Joe was left alone in the world, with only an inheritance of a superb set of muscles, nerves, hawklike eyes and an active brain.

The circus people were kind to him, and did what they could, but a circus is not the best place in the world for an orphan boy, and the manager soon realized this.

Consequently he was glad to read an advertisement of a couple who wanted to adopt a strong, healthy boy of about Joe’s age. Letters were written, and Mr. Amos Blackford came on with his wife to have a look at Joe.

Mr. Beeze, the circus manager, had artfully neglected to state, in his early letters, the fact that Joe was the orphan of a bareback rider and a “Professor of Black Art and Magic”; and when Mr. and Mrs. Blackford discovered this they were well-nigh horrified. For they were old-fashioned persons, with very strict ideas about right and wrong, and to them a woman who rode a horse in a circus was a person not to be admitted to the best society, and they regarded the dead Professor Morretti in about the same light as they would an outlaw.

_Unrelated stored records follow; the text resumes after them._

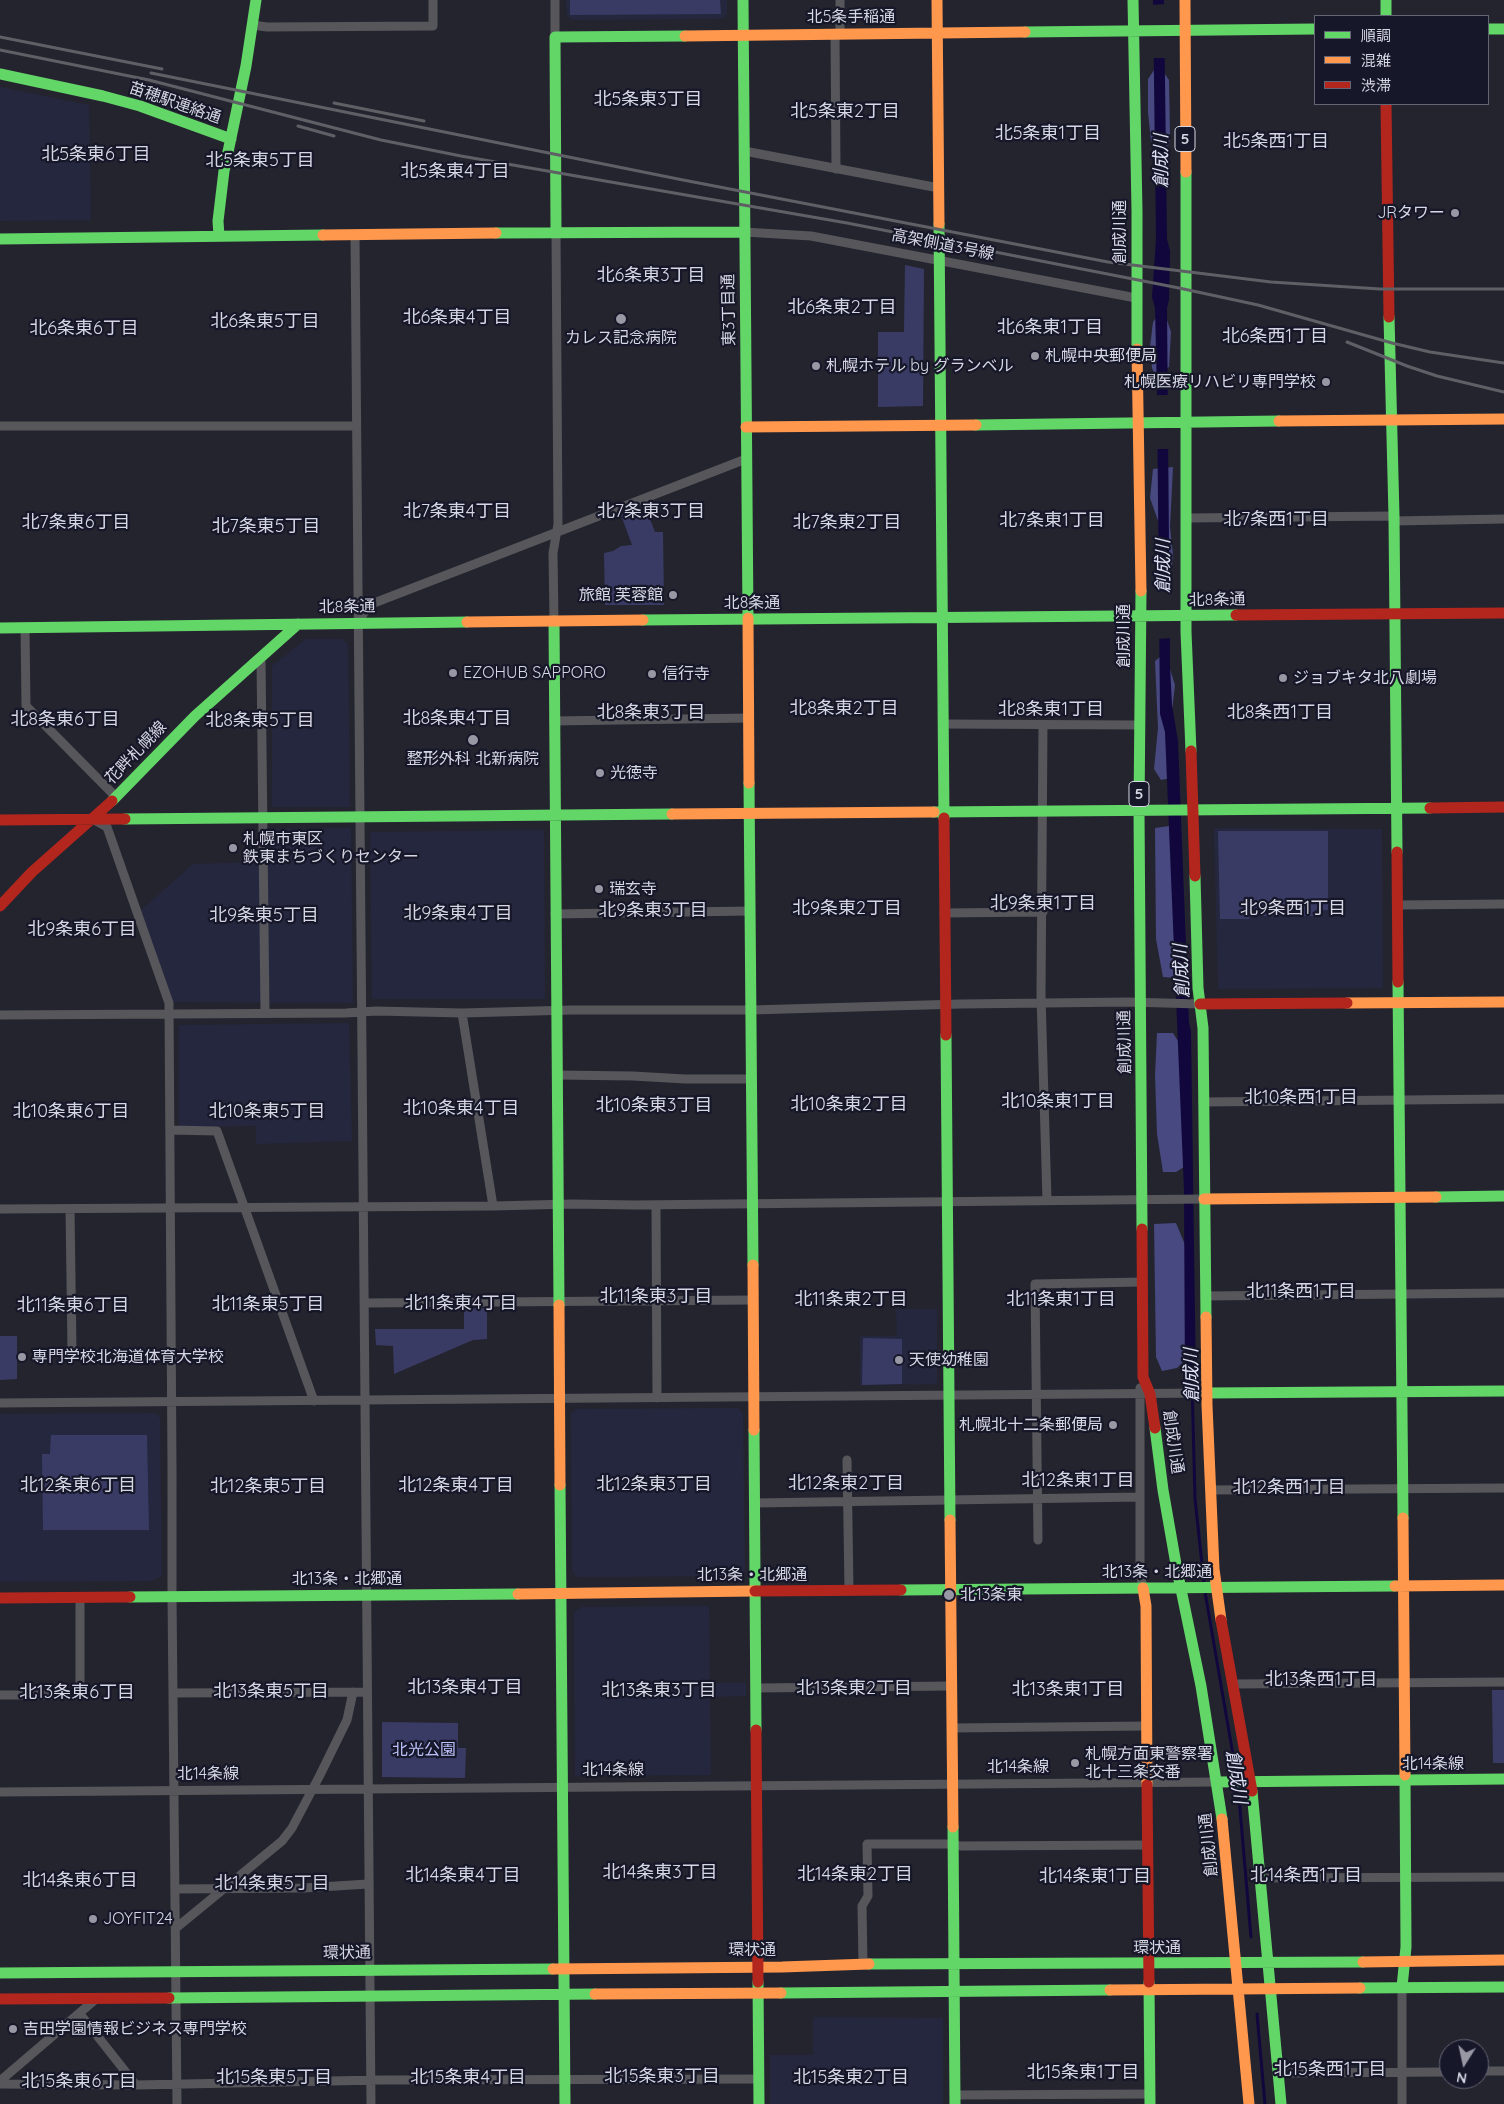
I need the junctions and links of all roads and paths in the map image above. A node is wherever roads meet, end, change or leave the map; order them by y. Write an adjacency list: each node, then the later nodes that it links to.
1 (256, 0): 11 (main road, 苗穂駅連絡通)
2 (433, 0): 11 (street)
3 (555, 0): 20 (street)
4 (743, 0): 18 (main road, 東3丁目通)
5 (840, 0): 19 (street)
6 (937, 0): 17 (main road)
7 (1133, 0): 15 (main road, 創成川通 / 5)
8 (1185, 0): 16 (main road, 創成川通 / 5)
9 (1386, 0): 10 (main road)
10 (1386, 15)
11 (252, 25): 23 (main road, 苗穂駅連絡通)
12 (1314, 29): 16 (main road)
13 (1489, 29): 14 (main road)
14 (1504, 29)
15 (1133, 31): 16 (main road, 北5条手稲通); 17 (main road, 北5条手稲通); 33 (main road, 創成川通 / 5)
16 (1185, 31): 37 (main road, 創成川通 / 5)
17 (937, 33): 19 (main road, 北5条手稲通); 26 (main road)
18 (743, 34): 19 (main road, 北5条手稲通); 20 (main road, 北5条手稲通); 24 (main road, 東3丁目通)
19 (838, 34): 25 (street)
20 (555, 36): 27 (main road)
21 (0, 74): 23 (main road, 苗穂駅連絡通)
22 (1386, 105): 35 (main road)
23 (231, 139): 30 (main road)
24 (744, 151): 25 (street); 28 (main road, 東3丁目通)
25 (836, 169): 26 (street)
26 (939, 188): 32 (main road)
27 (556, 232): 28 (main road); 29 (main road); 46 (street)
28 (744, 232): 32 (street, 高架側道3号線); 41 (main road, 東3丁目通)
29 (355, 234): 30 (main road); 40 (street)
30 (219, 236): 31 (main road)
31 (0, 239)
32 (940, 260): 33 (street, 高架側道3号線); 38 (main road)
33 (1136, 298): 36 (main road, 創成川通 / 5)
34 (1504, 419): 35 (main road)
35 (1391, 420): 37 (main road); 44 (main road)
36 (1138, 422): 37 (main road); 38 (main road); 49 (main road, 創成川通 / 5)
37 (1186, 422): 43 (main road, 創成川通 / 5)
38 (940, 424): 41 (main road); 52 (main road)
39 (0, 426): 40 (street)
40 (356, 426): 54 (street)
41 (746, 427): 42 (main road, 東3丁目通)
42 (746, 459): 46 (street); 51 (main road, 東3丁目通)
43 (1187, 518): 44 (street); 50 (main road, 創成川通 / 5)
44 (1394, 519): 45 (street); 48 (main road)
45 (1504, 519)
46 (556, 533): 53 (street); 54 (street)
47 (1504, 613): 48 (main road, 北8条通)
48 (1395, 614): 50 (main road, 北8条通); 66 (main road)
49 (1140, 616): 50 (main road, 北8条通); 52 (main road, 北8条通); 63 (main road, 創成川通 / 5)
50 (1186, 616): 68 (main road, 創成川通 / 5)
51 (749, 619): 52 (main road, 北8条通); 53 (main road, 北8条通); 59 (main road, 東3丁目通)
52 (942, 619): 61 (main road)
53 (554, 621): 54 (main road, 北8条通); 60 (main road)
54 (359, 623): 55 (main road, 北8条通); 73 (street)
55 (298, 624): 57 (main road, 北8条通); 58 (main road, 花畔札幌線)
56 (0, 628): 57 (main road, 北8条通)
57 (25, 628): 64 (street)
58 (261, 659): 64 (main road, 花畔札幌線); 74 (street)
59 (749, 718): 60 (street); 71 (main road, 東3丁目通)
60 (554, 721): 72 (main road)
61 (944, 724): 62 (street); 69 (main road)
62 (1043, 725): 63 (street); 70 (street)
63 (1140, 725): 67 (main road, 創成川通 / 5)
64 (116, 797): 75 (main road, 花畔札幌線)
65 (1504, 807): 66 (main road)
66 (1396, 808): 68 (main road); 80 (main road)
67 (1139, 810): 68 (main road); 70 (main road); 87 (main road, 創成川通 / 5)
68 (1194, 810): 90 (main road, 創成川通 / 5)
69 (945, 812): 70 (main road); 71 (main road); 84 (main road)
70 (1043, 812): 83 (street)
71 (750, 814): 72 (main road); 82 (main road, 東3丁目通)
72 (555, 815): 73 (main road); 85 (main road)
73 (360, 817): 74 (main road); 95 (street)
74 (263, 818): 75 (main road); 94 (street)
75 (92, 819): 77 (main road); 78 (main road, 花畔札幌線); 97 (street)
76 (0, 820): 77 (main road)
77 (60, 820): 78 (main road)
78 (68, 839): 81 (main road, 花畔札幌線)
79 (1504, 904): 80 (street)
80 (1397, 905): 88 (main road)
81 (0, 906)
82 (750, 911): 85 (street); 92 (main road, 東3丁目通)
83 (1043, 912): 84 (street); 89 (street)
84 (944, 913): 91 (main road)
85 (555, 914): 93 (main road)
86 (1504, 1002): 88 (main road)
87 (1140, 1003): 89 (street); 90 (street); 107 (main road, 創成川通 / 5)
88 (1398, 1003): 90 (main road); 102 (main road)
89 (1043, 1004): 91 (street); 110 (street)
90 (1200, 1004): 103 (main road, 創成川通 / 5)
91 (946, 1006): 92 (street); 109 (main road)
92 (752, 1010): 93 (street); 100 (main road, 東3丁目通)
93 (556, 1011): 96 (street); 99 (main road)
94 (265, 1013): 95 (street); 97 (street)
95 (361, 1013): 96 (street); 116 (street)
96 (462, 1013): 114 (street)
97 (168, 1014): 98 (street); 104 (street)
98 (0, 1015)
99 (557, 1075): 100 (street); 111 (main road)
100 (752, 1079): 112 (main road, 東3丁目通)
101 (1504, 1099): 102 (street)
102 (1399, 1100): 103 (street); 106 (main road)
103 (1203, 1102): 108 (main road, 創成川通 / 5)
104 (170, 1130): 115 (street); 117 (street)
105 (1504, 1196): 106 (main road)
106 (1400, 1197): 108 (main road); 122 (main road)
107 (1143, 1199): 108 (street); 110 (street); 120 (main road, 創成川通 / 5)
108 (1199, 1199): 123 (main road, 創成川通 / 5)
109 (948, 1201): 110 (street); 112 (street); 134 (main road)
110 (1048, 1201)
111 (558, 1204): 113 (street); 114 (street); 126 (main road)
112 (752, 1204): 113 (street); 124 (main road, 東3丁目通)
113 (656, 1205): 125 (street)
114 (493, 1206): 116 (street)
115 (244, 1207): 116 (street); 117 (street); 138 (street)
116 (364, 1207): 127 (street)
117 (169, 1208): 119 (street); 140 (street)
118 (0, 1209): 119 (street)
119 (70, 1209): 128 (street)
120 (1143, 1282): 132 (street); 133 (main road, 創成川通 / 5)
121 (1504, 1293): 122 (street)
122 (1401, 1294): 123 (street); 129 (main road)
123 (1205, 1296): 131 (main road, 創成川通 / 5)
124 (753, 1300): 125 (street); 135 (main road, 東3丁目通)
125 (656, 1301): 126 (street); 137 (street)
126 (559, 1302): 127 (street); 136 (main road)
127 (365, 1303): 139 (street)
128 (72, 1351)
129 (1401, 1391): 130 (main road); 131 (main road); 143 (main road)
130 (1504, 1391)
131 (1202, 1393): 133 (street); 145 (main road, 創成川通 / 5)
132 (1036, 1394): 133 (street); 134 (street); 147 (street)
133 (1145, 1394): 146 (street); 155 (main road, 創成川通 / 5)
134 (949, 1395): 135 (street); 148 (main road)
135 (754, 1397): 137 (street); 150 (main road, 東3丁目通)
136 (560, 1398): 137 (street); 139 (street); 160 (main road)
137 (657, 1398)
138 (314, 1401): 139 (street); 140 (street)
139 (365, 1401): 161 (street)
140 (171, 1402): 141 (street); 162 (street)
141 (0, 1403)
142 (848, 1460): 149 (street)
143 (1402, 1488): 144 (street); 145 (street); 153 (main road)
144 (1504, 1488)
145 (1210, 1490): 156 (main road, 創成川通 / 5)
146 (1140, 1497): 147 (street); 154 (street)
147 (1037, 1499): 148 (street); 151 (street)
148 (950, 1500): 149 (street); 158 (main road)
149 (848, 1501): 150 (street); 157 (street)
150 (756, 1503): 159 (main road, 東3丁目通)
151 (1038, 1540)
152 (1504, 1585): 153 (main road, 北13条・北郷通)
153 (1404, 1586): 156 (main road, 北13条・北郷通); 166 (main road)
154 (1143, 1588): 155 (main road, 北13条・北郷通); 158 (main road, 北13条・北郷通); 174 (main road)
155 (1180, 1588): 156 (main road, 北13条・北郷通); 179 (main road, 創成川通 / 5)
156 (1212, 1588): 167 (main road, 創成川通 / 5)
157 (849, 1590): 158 (main road, 北13条・北郷通); 159 (main road, 北13条・北郷通)
158 (951, 1590): 168 (main road)
159 (756, 1591): 160 (main road, 北13条・北郷通); 169 (main road, 東3丁目通)
160 (561, 1593): 161 (main road, 北13条・北郷通); 183 (main road)
161 (367, 1594): 162 (main road, 北13条・北郷通); 171 (street)
162 (172, 1596): 163 (main road, 北13条・北郷通); 172 (street)
163 (80, 1597): 164 (main road, 北13条・北郷通); 173 (street)
164 (0, 1598)
165 (1504, 1682): 166 (street)
166 (1404, 1683): 167 (street); 177 (main road)
167 (1234, 1684): 180 (main road, 創成川通 / 5)
168 (951, 1686): 169 (street); 175 (main road)
169 (757, 1688): 182 (main road, 東3丁目通)
170 (354, 1692): 171 (street); 172 (street); 185 (street)
171 (367, 1692): 184 (street)
172 (173, 1693): 186 (street)
173 (0, 1695)
174 (1146, 1726): 175 (street); 178 (main road)
175 (952, 1728): 181 (main road)
176 (1504, 1779): 177 (main road, 北14条線)
177 (1405, 1780): 180 (main road, 北14条線); 191 (main road)
178 (1146, 1782): 179 (street, 北14条線); 181 (street, 北14条線); 189 (main road)
179 (1222, 1782): 180 (main road, 北14条線); 199 (main road, 創成川通 / 5)
180 (1246, 1782): 192 (main road, 創成川通 / 5)
181 (952, 1784): 182 (street, 北14条線); 188 (main road)
182 (758, 1786): 183 (street, 北14条線); 204 (main road, 東3丁目通)
183 (563, 1787): 184 (street, 北14条線); 205 (main road)
184 (368, 1789): 185 (street, 北14条線); 193 (street)
185 (312, 1790): 186 (street, 北14条線); 195 (street)
186 (174, 1791): 187 (street, 北14条線); 194 (street)
187 (0, 1792)
188 (953, 1844): 189 (street); 201 (street); 202 (main road)
189 (1147, 1845): 203 (main road)
190 (1504, 1876): 191 (street)
191 (1406, 1877): 192 (street); 198 (main road)
192 (1261, 1878): 200 (main road, 創成川通 / 5)
193 (368, 1884): 195 (street); 206 (street)
194 (175, 1889): 195 (street); 196 (street)
195 (225, 1889): 196 (street)
196 (176, 1928): 207 (street)
197 (1504, 1960): 198 (main road, 環状通)
198 (1406, 1961): 200 (main road, 環状通); 209 (main road)
199 (1235, 1963): 200 (main road, 環状通); 203 (main road, 環状通); 211 (main road, 創成川通 / 5)
200 (1268, 1963): 212 (main road, 創成川通 / 5)
201 (863, 1964): 202 (main road, 環状通); 204 (main road, 環状通)
202 (954, 1964): 203 (main road, 環状通); 215 (main road)
203 (1149, 1964): 213 (main road)
204 (759, 1966): 205 (main road, 環状通); 214 (main road, 東3丁目通)
205 (563, 1968): 206 (main road, 環状通); 216 (main road)
206 (370, 1969): 207 (main road, 環状通); 218 (street)
207 (175, 1971): 208 (main road, 環状通); 217 (street)
208 (0, 1973)
209 (1402, 1987): 210 (main road); 212 (main road); 224 (street)
210 (1504, 1987)
211 (1237, 1989): 212 (main road); 213 (main road); 239 (main road, 創成川通 / 5)
212 (1270, 1989): 226 (main road, 創成川通 / 5)
213 (1149, 1990): 215 (main road); 234 (main road)
214 (759, 1992): 215 (main road); 216 (main road); 227 (main road, 東3丁目通)
215 (954, 1992): 233 (main road)
216 (563, 1994): 218 (main road); 229 (main road)
217 (175, 1996): 218 (main road); 219 (main road); 231 (street)
218 (370, 1996): 228 (street)
219 (97, 1998): 220 (main road); 221 (street)
220 (0, 1999)
221 (80, 2014): 230 (street); 232 (street)
222 (1489, 2071): 223 (street)
223 (1504, 2071)
224 (1402, 2072): 225 (street); 226 (street); 241 (street)
225 (1439, 2072)
226 (1278, 2073): 240 (main road, 創成川通 / 5)
227 (759, 2078): 229 (street); 238 (main road, 東3丁目通)
228 (370, 2080): 229 (street); 231 (street); 236 (street)
229 (564, 2080): 237 (main road)
230 (0, 2082): 232 (street)
231 (177, 2082): 232 (street); 235 (street)
232 (136, 2084)
233 (955, 2099): 234 (street)
234 (1150, 2099)
235 (177, 2104)
236 (371, 2104)
237 (565, 2104)
238 (759, 2104)
239 (1249, 2104)
240 (1281, 2104)
241 (1402, 2104)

At first they were going back without Joe. But Mrs. Blackford could not resist the heart-appeal of the attractive little chap, and so he was taken, and carried to the Blackford home in Bedford by his foster-parents, who had since brought him up.

They had done well by Joe, as far as their rather narrow minds let them. They treated Joe harshly at times, without understanding that they did so. They wanted him to forget that he was ever in a circus, that his mother ever rode bareback, and that his father juggled Indian clubs and produced live rabbits from the vest pockets of innocent persons in the audience.

But Joe could not forget those things. He had been born in a circus, and the smell of the sawdust, the jungle odor from the animal tent, always brought back to him, most vividly, his early days.

He had not lived long in Bedford before he became known as a daring little fellow. Mrs. Blackford nearly fainted when once she saw him walking the back fence like a tight rope, with a clothes pole as a balancer in his chubby hands.

And from then on, by gradual stages, Joe advanced to more and more daring tricks, until one day on a challenge he walked the ridgepole of the church.